Parfaitement consciente de sa force intérieure, elle ne ménage pas ses efforts pour trouver sa place dans une société où la femme est loin d’être l’égale de l’homme et où les mères célibataires sont mises au ban de la société. Déterminée, elle tente de vivre de ses créations car elle se sait capable d’assumer financièrement sa fille. Cela l’amène à essuyer des refus parfois humiliants auprès des professionnels qui lui affirment sans ménagement que le problème est sa condition de femme. Si elle avait été un homme, les portes se seraient ouvertes beaucoup plus facilement pour elle. Cela ne l’empêche pas de rester actrice de sa vie. Elle n’attend pas passivement que le Monsieur revienne de ses nombreux déplacements pour prendre soin de la petite Francine. Impossible de ne pas être touchée par sa force de caractère qui est mise à rude épreuve — plusieurs malheurs viennent frapper cette femme au destin singulier.

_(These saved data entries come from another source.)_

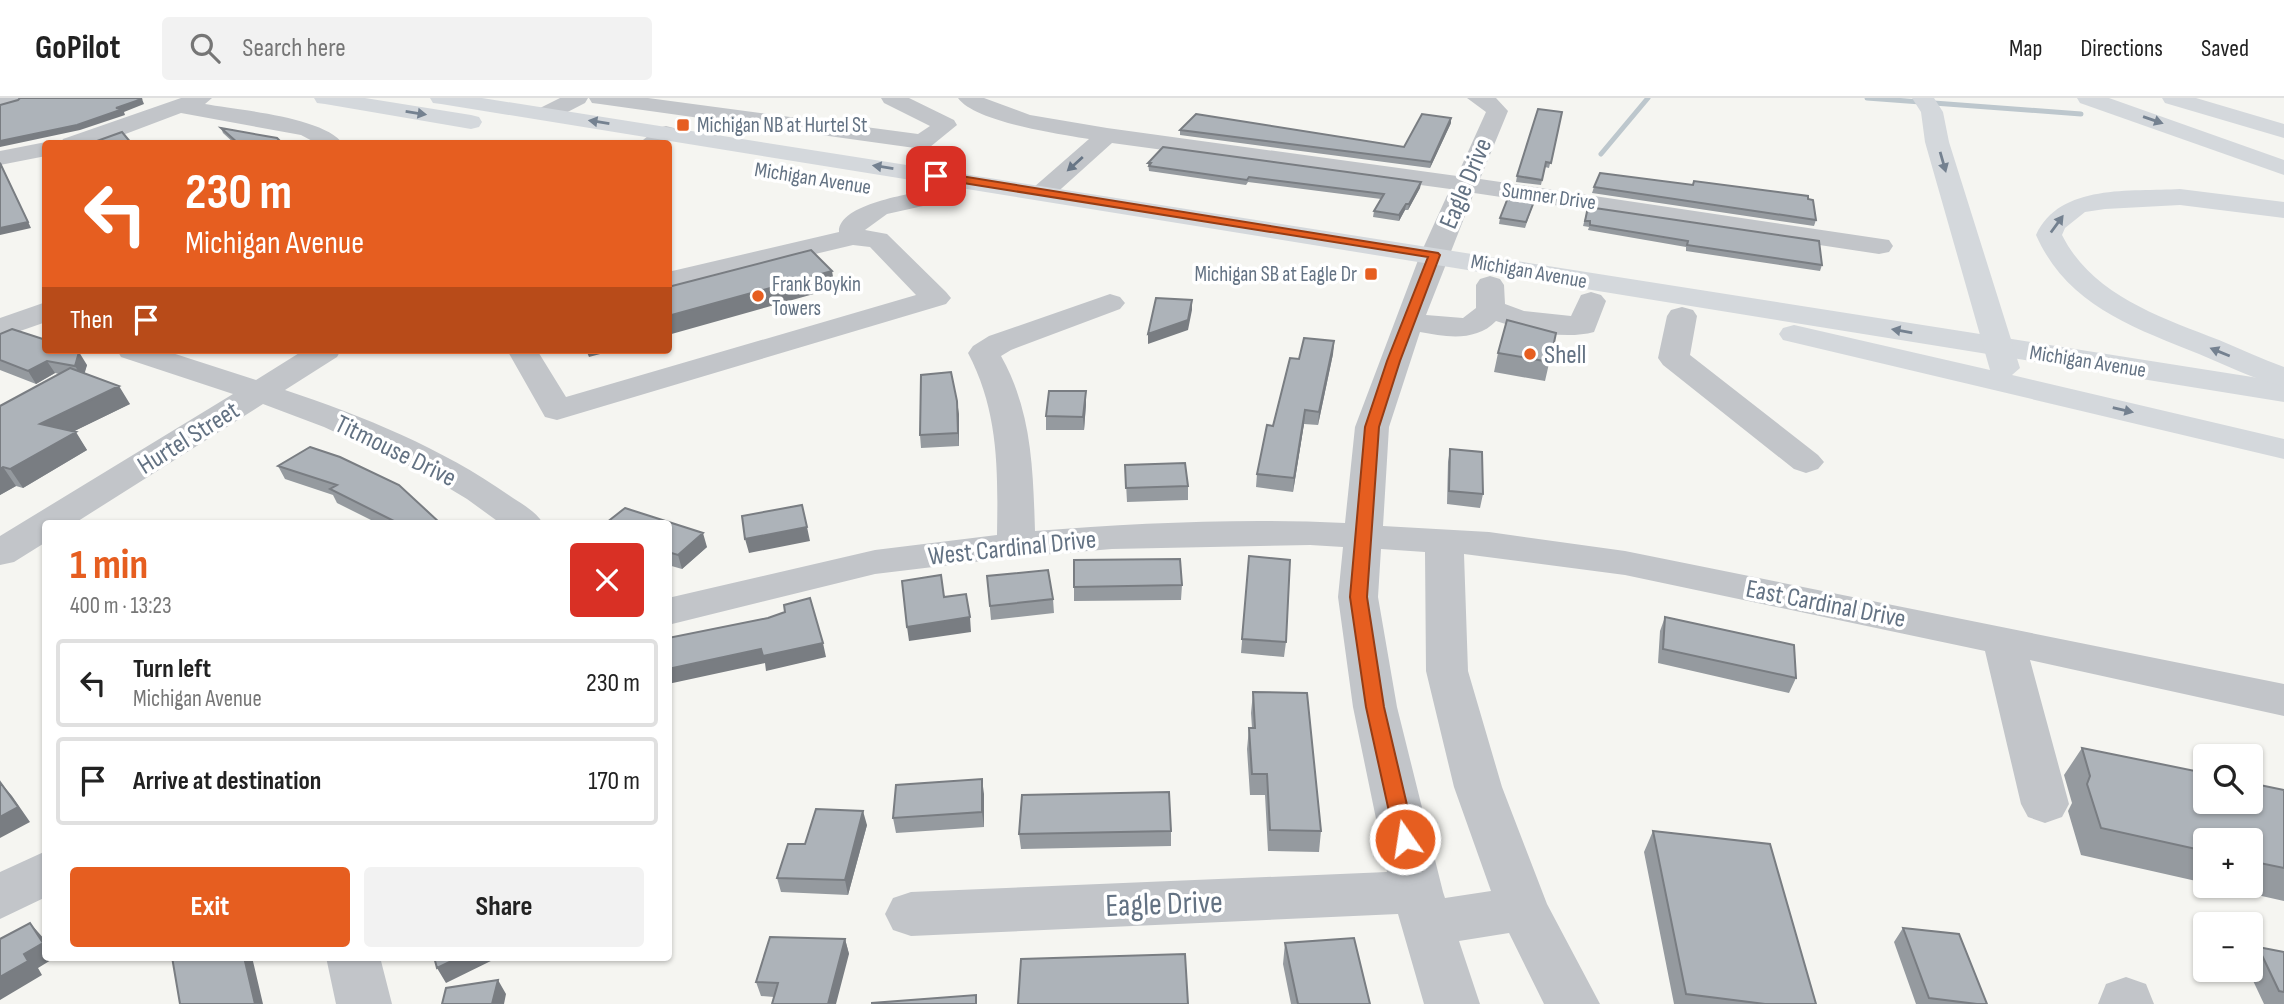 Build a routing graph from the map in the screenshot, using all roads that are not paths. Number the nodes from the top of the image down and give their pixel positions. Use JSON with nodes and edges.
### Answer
{"nodes":[{"id":1,"x":12,"y":98,"type":"edge"},
{"id":2,"x":201,"y":98,"type":"edge"},
{"id":3,"x":325,"y":98,"type":"edge"},
{"id":4,"x":441,"y":98,"type":"edge"},
{"id":5,"x":577,"y":98,"type":"edge"},
{"id":6,"x":600,"y":98,"type":"edge"},
{"id":7,"x":892,"y":98,"type":"edge"},
{"id":8,"x":969,"y":98,"type":"edge"},
{"id":9,"x":1478,"y":98,"type":"edge"},
{"id":10,"x":1923,"y":98,"type":"edge"},
{"id":11,"x":2088,"y":98,"type":"edge"},
{"id":12,"x":2157,"y":98,"type":"edge"},
{"id":13,"x":2173,"y":98,"type":"edge"},
{"id":14,"x":0,"y":102,"type":"edge"},
{"id":15,"x":689,"y":104,"type":"edge"},
{"id":16,"x":793,"y":104,"type":"dead end"},
{"id":17,"x":178,"y":106,"type":"junction"},
{"id":18,"x":546,"y":114,"type":"junction"},
{"id":19,"x":763,"y":121,"type":"junction"},
{"id":20,"x":2284,"y":131,"type":"edge"},
{"id":21,"x":1107,"y":135,"type":"junction"},
{"id":22,"x":1135,"y":139,"type":"junction"},
{"id":23,"x":86,"y":140,"type":"edge"},
{"id":24,"x":328,"y":140,"type":"edge"},
{"id":25,"x":582,"y":140,"type":"edge"},
{"id":26,"x":649,"y":140,"type":"edge"},
{"id":27,"x":2284,"y":142,"type":"edge"},
{"id":28,"x":672,"y":144,"type":"edge"},
{"id":29,"x":672,"y":145,"type":"edge"},
{"id":30,"x":42,"y":150,"type":"edge"},
{"id":31,"x":0,"y":158,"type":"edge"},
{"id":32,"x":2284,"y":168,"type":"edge"},
{"id":33,"x":1464,"y":184,"type":"junction"},
{"id":34,"x":1043,"y":192,"type":"junction"},
{"id":35,"x":932,"y":197,"type":"junction"},
{"id":36,"x":1073,"y":197,"type":"junction"},
{"id":37,"x":2284,"y":210,"type":"edge"},
{"id":38,"x":853,"y":237,"type":"junction"},
{"id":39,"x":1879,"y":246,"type":"dead end"},
{"id":40,"x":1430,"y":265,"type":"junction"},
{"id":41,"x":672,"y":280,"type":"edge"},
{"id":42,"x":1491,"y":297,"type":"junction"},
{"id":43,"x":1591,"y":301,"type":"joint"},
{"id":44,"x":1110,"y":303,"type":"dead end"},
{"id":45,"x":0,"y":306,"type":"edge"},
{"id":46,"x":41,"y":316,"type":"edge"},
{"id":47,"x":1682,"y":316,"type":"junction"},
{"id":48,"x":1409,"y":321,"type":"junction"},
{"id":49,"x":0,"y":329,"type":"edge"},
{"id":50,"x":1794,"y":334,"type":"junction"},
{"id":51,"x":144,"y":354,"type":"edge"},
{"id":52,"x":320,"y":354,"type":"edge"},
{"id":53,"x":524,"y":354,"type":"edge"},
{"id":54,"x":2000,"y":357,"type":"junction"},
{"id":55,"x":2284,"y":377,"type":"edge"},
{"id":56,"x":2284,"y":392,"type":"edge"},
{"id":57,"x":259,"y":393,"type":"junction"},
{"id":58,"x":2284,"y":412,"type":"edge"},
{"id":59,"x":2284,"y":449,"type":"edge"},
{"id":60,"x":1806,"y":462,"type":"dead end"},
{"id":61,"x":53,"y":520,"type":"edge"},
{"id":62,"x":520,"y":520,"type":"edge"},
{"id":63,"x":42,"y":527,"type":"edge"},
{"id":64,"x":1362,"y":536,"type":"junction"},
{"id":65,"x":1444,"y":540,"type":"junction"},
{"id":66,"x":1016,"y":545,"type":"junction"},
{"id":67,"x":0,"y":553,"type":"edge"},
{"id":68,"x":672,"y":611,"type":"edge"},
{"id":69,"x":2003,"y":640,"type":"junction"},
{"id":70,"x":2284,"y":700,"type":"edge"},
{"id":71,"x":2045,"y":804,"type":"dead end"},
{"id":72,"x":42,"y":874,"type":"edge"},
{"id":73,"x":0,"y":897,"type":"edge"},
{"id":74,"x":1422,"y":907,"type":"junction"},
{"id":75,"x":1523,"y":909,"type":"junction"},
{"id":76,"x":911,"y":914,"type":"dead end"},
{"id":77,"x":354,"y":961,"type":"edge"},
{"id":78,"x":364,"y":1004,"type":"edge"},
{"id":79,"x":1452,"y":1004,"type":"edge"},
{"id":80,"x":1572,"y":1004,"type":"edge"}],
"edges":[{"from":1,"to":14,"type":"street"},
{"from":2,"to":17,"type":"street"},
{"from":3,"to":25,"type":"main road","one_way":true},
{"from":4,"to":18,"type":"main road","name":"Michigan Avenue"},
{"from":5,"to":18,"type":"street"},
{"from":6,"to":15,"type":"street"},
{"from":7,"to":19,"type":"street"},
{"from":8,"to":21,"type":"street","name":"Sumner Drive"},
{"from":9,"to":33,"type":"street","name":"Eagle Drive"},
{"from":10,"to":54,"type":"main road","one_way":true},
{"from":11,"to":32,"type":"main road","one_way":true},
{"from":12,"to":27,"type":"main road"},
{"from":13,"to":20,"type":"main road"},
{"from":15,"to":19,"type":"street"},
{"from":16,"to":19,"type":"street"},
{"from":17,"to":23,"type":"street"},
{"from":17,"to":24,"type":"street"},
{"from":26,"to":18,"type":"main road","name":"Michigan Avenue","one_way":true},
{"from":21,"to":22,"type":"street","name":"Sumner Drive"},
{"from":21,"to":34,"type":"street","one_way":true},
{"from":22,"to":33,"type":"street","name":"Sumner Drive"},
{"from":22,"to":36,"type":"street"},
{"from":34,"to":28,"type":"main road","name":"Michigan Avenue","one_way":true},
{"from":29,"to":35,"type":"main road","name":"Michigan Avenue"},
{"from":30,"to":31,"type":"street"},
{"from":33,"to":39,"type":"street","name":"Sumner Drive"},
{"from":33,"to":40,"type":"street","name":"Eagle Drive"},
{"from":34,"to":36,"type":"main road","name":"Michigan Avenue"},
{"from":35,"to":38,"type":"street"},
{"from":35,"to":40,"type":"main road","name":"Michigan Avenue"},
{"from":36,"to":40,"type":"main road","name":"Michigan Avenue"},
{"from":55,"to":37,"type":"main road","one_way":true},
{"from":38,"to":41,"type":"street"},
{"from":38,"to":53,"type":"street"},
{"from":40,"to":42,"type":"main road","name":"Michigan Avenue"},
{"from":40,"to":48,"type":"street","name":"Eagle Drive"},
{"from":54,"to":40,"type":"main road","name":"Michigan Avenue","one_way":true},
{"from":42,"to":43,"type":"street"},
{"from":42,"to":48,"type":"street"},
{"from":43,"to":47,"type":"main road","name":"Michigan Avenue"},
{"from":44,"to":66,"type":"street"},
{"from":45,"to":46,"type":"street"},
{"from":46,"to":49,"type":"street"},
{"from":47,"to":50,"type":"main road","name":"Michigan Avenue"},
{"from":47,"to":60,"type":"street"},
{"from":48,"to":64,"type":"street","name":"Eagle Drive"},
{"from":50,"to":54,"type":"main road","name":"Michigan Avenue"},
{"from":50,"to":59,"type":"main road","one_way":true},
{"from":51,"to":57,"type":"street","name":"Titmouse Drive"},
{"from":52,"to":57,"type":"street","name":"Hurtel Street"},
{"from":54,"to":56,"type":"main road","name":"Michigan Avenue"},
{"from":54,"to":58,"type":"main road","name":"Michigan Avenue"},
{"from":57,"to":61,"type":"street","name":"Hurtel Street"},
{"from":57,"to":62,"type":"street","name":"Titmouse Drive"},
{"from":63,"to":67,"type":"street","name":"Hurtel Street"},
{"from":64,"to":65,"type":"street","name":"East Cardinal Drive"},
{"from":64,"to":66,"type":"street","name":"West Cardinal Drive"},
{"from":64,"to":74,"type":"street","name":"Eagle Drive"},
{"from":65,"to":69,"type":"street","name":"East Cardinal Drive"},
{"from":65,"to":75,"type":"street"},
{"from":66,"to":68,"type":"street","name":"West Cardinal Drive"},
{"from":69,"to":70,"type":"street","name":"East Cardinal Drive"},
{"from":69,"to":71,"type":"street"},
{"from":72,"to":73,"type":"street"},
{"from":74,"to":75,"type":"street"},
{"from":74,"to":76,"type":"street","name":"Eagle Drive"},
{"from":74,"to":79,"type":"street","name":"Eagle Drive"},
{"from":75,"to":80,"type":"street"},
{"from":77,"to":78,"type":"street"}]}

Rangs sociaux, poids de la religion, mœurs, croyances et pratiques médicales d’un autre temps… ce roman dresse un tableau éloquent d’une époque complexe peu favorable à l’épanouissement et l’émancipation des femmes.

Je recommande vivement ce roman passionnant avec pour toile de fond la société néerlandaise du siècle d’or.